#### Exercise
Each line from the first down to the one containing "Digitize the connectivity of all" should be returned exactly as it appears below.

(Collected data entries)
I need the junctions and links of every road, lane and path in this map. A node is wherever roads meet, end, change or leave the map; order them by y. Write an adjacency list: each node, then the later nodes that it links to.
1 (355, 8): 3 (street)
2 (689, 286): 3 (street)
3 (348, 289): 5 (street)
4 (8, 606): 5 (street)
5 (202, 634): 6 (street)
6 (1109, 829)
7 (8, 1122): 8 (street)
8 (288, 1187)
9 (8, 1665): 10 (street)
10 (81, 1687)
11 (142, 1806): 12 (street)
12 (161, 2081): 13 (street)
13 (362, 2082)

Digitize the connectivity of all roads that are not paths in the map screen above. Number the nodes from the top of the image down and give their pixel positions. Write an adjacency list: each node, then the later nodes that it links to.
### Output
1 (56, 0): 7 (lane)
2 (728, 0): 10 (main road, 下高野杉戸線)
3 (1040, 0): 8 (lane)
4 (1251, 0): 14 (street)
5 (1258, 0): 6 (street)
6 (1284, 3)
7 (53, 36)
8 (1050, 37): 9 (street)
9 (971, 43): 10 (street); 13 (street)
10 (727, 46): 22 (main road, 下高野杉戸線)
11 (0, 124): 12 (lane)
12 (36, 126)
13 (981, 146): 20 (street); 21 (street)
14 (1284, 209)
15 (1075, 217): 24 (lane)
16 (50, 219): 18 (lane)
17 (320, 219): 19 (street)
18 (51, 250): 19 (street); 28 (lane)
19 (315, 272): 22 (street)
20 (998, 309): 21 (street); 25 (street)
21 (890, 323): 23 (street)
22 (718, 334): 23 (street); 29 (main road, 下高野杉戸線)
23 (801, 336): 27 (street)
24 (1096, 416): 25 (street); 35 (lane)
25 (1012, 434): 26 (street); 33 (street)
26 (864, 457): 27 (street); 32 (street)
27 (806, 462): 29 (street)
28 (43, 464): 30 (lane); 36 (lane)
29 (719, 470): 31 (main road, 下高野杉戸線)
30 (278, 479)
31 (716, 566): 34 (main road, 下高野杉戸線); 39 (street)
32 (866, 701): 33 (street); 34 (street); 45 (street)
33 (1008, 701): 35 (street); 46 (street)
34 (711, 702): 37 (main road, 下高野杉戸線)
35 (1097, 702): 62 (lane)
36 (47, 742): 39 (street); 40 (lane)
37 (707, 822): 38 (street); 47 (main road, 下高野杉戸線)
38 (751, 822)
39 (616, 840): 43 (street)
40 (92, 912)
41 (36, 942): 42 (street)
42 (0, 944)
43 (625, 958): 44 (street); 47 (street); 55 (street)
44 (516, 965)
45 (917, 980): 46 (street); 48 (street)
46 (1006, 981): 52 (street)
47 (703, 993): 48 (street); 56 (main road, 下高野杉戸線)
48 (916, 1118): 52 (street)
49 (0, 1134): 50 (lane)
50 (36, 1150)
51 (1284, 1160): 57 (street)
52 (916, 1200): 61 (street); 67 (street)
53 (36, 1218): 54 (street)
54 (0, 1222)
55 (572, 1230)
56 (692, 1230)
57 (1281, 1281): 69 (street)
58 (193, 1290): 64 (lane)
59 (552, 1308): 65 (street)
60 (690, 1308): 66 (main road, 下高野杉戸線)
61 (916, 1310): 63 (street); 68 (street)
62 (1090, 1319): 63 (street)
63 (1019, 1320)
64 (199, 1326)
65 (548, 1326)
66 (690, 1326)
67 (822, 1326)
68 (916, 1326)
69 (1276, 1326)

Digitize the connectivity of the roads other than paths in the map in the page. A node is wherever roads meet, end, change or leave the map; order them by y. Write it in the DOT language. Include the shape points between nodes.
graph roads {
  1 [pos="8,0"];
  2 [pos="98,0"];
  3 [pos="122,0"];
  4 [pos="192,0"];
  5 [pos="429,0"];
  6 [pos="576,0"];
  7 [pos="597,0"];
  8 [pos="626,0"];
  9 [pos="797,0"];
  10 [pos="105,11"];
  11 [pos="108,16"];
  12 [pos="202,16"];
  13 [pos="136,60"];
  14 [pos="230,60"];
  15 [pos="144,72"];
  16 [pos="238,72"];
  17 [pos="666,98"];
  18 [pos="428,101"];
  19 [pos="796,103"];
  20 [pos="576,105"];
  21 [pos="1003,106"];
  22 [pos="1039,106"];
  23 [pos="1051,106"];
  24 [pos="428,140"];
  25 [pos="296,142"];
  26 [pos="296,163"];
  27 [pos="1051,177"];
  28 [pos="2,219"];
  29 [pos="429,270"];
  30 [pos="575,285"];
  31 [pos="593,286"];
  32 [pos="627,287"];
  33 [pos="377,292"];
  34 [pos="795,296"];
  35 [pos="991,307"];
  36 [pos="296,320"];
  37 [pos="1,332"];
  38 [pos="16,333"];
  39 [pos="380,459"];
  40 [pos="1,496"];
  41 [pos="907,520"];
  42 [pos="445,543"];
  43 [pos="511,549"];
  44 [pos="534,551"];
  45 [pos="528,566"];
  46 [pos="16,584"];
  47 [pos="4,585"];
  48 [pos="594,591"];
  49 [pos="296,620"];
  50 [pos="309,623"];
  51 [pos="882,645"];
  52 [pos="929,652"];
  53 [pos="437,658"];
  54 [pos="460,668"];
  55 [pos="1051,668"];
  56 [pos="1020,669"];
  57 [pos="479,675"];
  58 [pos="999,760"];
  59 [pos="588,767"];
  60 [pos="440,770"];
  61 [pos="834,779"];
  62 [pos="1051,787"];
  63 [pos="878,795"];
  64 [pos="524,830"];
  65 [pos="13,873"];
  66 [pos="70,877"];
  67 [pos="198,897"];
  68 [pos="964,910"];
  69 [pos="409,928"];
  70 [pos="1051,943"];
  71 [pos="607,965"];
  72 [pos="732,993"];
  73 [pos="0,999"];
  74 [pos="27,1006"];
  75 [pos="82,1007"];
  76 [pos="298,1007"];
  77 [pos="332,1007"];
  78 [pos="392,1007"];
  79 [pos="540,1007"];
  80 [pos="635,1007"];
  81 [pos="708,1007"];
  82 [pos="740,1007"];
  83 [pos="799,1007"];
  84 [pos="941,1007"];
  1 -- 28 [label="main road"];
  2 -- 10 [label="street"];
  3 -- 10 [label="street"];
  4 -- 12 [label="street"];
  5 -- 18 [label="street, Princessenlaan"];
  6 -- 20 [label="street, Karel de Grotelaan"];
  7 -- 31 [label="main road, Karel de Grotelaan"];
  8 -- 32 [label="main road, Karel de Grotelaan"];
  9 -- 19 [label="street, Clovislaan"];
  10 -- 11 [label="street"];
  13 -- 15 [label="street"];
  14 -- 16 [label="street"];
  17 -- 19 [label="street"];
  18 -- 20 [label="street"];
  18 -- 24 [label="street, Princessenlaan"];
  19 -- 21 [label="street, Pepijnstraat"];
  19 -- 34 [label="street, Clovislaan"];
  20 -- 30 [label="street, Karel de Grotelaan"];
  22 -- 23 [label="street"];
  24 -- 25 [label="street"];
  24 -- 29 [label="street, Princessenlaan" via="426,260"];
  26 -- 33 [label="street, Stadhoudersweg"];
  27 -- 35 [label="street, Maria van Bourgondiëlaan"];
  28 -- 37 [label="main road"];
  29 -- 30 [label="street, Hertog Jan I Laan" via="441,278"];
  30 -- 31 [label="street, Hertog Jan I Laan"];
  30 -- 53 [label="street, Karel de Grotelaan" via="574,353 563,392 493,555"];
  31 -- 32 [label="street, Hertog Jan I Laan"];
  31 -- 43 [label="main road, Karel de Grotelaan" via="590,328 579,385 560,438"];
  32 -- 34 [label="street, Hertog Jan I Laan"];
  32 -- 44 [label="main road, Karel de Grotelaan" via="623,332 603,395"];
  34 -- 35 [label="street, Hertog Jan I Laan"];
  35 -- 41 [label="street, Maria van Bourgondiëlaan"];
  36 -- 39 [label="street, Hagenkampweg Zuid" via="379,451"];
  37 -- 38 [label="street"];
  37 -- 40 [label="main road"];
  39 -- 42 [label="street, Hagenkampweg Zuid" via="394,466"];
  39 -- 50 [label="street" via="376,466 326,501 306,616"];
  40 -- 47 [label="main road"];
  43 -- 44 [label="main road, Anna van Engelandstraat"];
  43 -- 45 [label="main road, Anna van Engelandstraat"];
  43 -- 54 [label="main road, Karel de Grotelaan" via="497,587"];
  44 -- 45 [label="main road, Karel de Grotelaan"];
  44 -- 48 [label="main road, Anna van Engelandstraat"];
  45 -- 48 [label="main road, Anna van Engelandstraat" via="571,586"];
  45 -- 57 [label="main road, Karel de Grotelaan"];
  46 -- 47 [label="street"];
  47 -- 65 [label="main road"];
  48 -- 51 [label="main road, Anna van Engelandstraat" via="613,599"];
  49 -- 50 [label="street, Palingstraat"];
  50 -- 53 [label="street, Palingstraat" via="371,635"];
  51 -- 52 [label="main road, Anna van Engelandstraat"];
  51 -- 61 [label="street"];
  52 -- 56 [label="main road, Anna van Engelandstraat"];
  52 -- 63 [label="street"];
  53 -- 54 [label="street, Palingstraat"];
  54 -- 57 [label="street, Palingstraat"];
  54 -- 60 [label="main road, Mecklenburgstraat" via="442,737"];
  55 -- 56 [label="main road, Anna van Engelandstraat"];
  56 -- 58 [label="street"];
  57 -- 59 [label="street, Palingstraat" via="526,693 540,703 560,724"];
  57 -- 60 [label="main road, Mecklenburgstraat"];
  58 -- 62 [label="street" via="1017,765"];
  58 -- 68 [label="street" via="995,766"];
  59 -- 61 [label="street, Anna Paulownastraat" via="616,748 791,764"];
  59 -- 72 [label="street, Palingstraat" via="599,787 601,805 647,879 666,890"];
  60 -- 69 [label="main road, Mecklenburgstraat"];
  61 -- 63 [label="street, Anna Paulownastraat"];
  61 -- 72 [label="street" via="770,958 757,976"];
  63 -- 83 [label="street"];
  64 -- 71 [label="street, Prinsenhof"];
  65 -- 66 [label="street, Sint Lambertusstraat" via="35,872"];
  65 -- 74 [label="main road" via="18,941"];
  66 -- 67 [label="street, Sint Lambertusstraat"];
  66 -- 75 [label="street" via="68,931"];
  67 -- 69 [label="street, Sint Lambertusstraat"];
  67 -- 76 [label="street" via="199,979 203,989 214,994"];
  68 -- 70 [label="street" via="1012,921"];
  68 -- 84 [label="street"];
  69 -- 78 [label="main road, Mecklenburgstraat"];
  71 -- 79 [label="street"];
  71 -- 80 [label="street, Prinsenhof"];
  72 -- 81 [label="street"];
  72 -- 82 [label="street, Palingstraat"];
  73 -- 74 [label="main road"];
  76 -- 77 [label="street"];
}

#### Solution
I need the junctions and links of every road, lane and path in this map. A node is wherever roads meet, end, change or leave the map; order them by y. Write an adjacency list: each node, then the later nodes that it links to.
1 (355, 8): 3 (street)
2 (689, 286): 3 (street)
3 (348, 289): 5 (street)
4 (8, 606): 5 (street)
5 (202, 634): 6 (street)
6 (1109, 829)
7 (8, 1122): 8 (street)
8 (288, 1187)
9 (8, 1665): 10 (street)
10 (81, 1687)
11 (142, 1806): 12 (street)
12 (161, 2081): 13 (street)
13 (362, 2082)

Digitize the connectivity of all roads that are not paths in the map screen above. Number the nodes from the top of the image down and give their pixel positions. Write an adjacency list: each node, then the later nodes that it links to.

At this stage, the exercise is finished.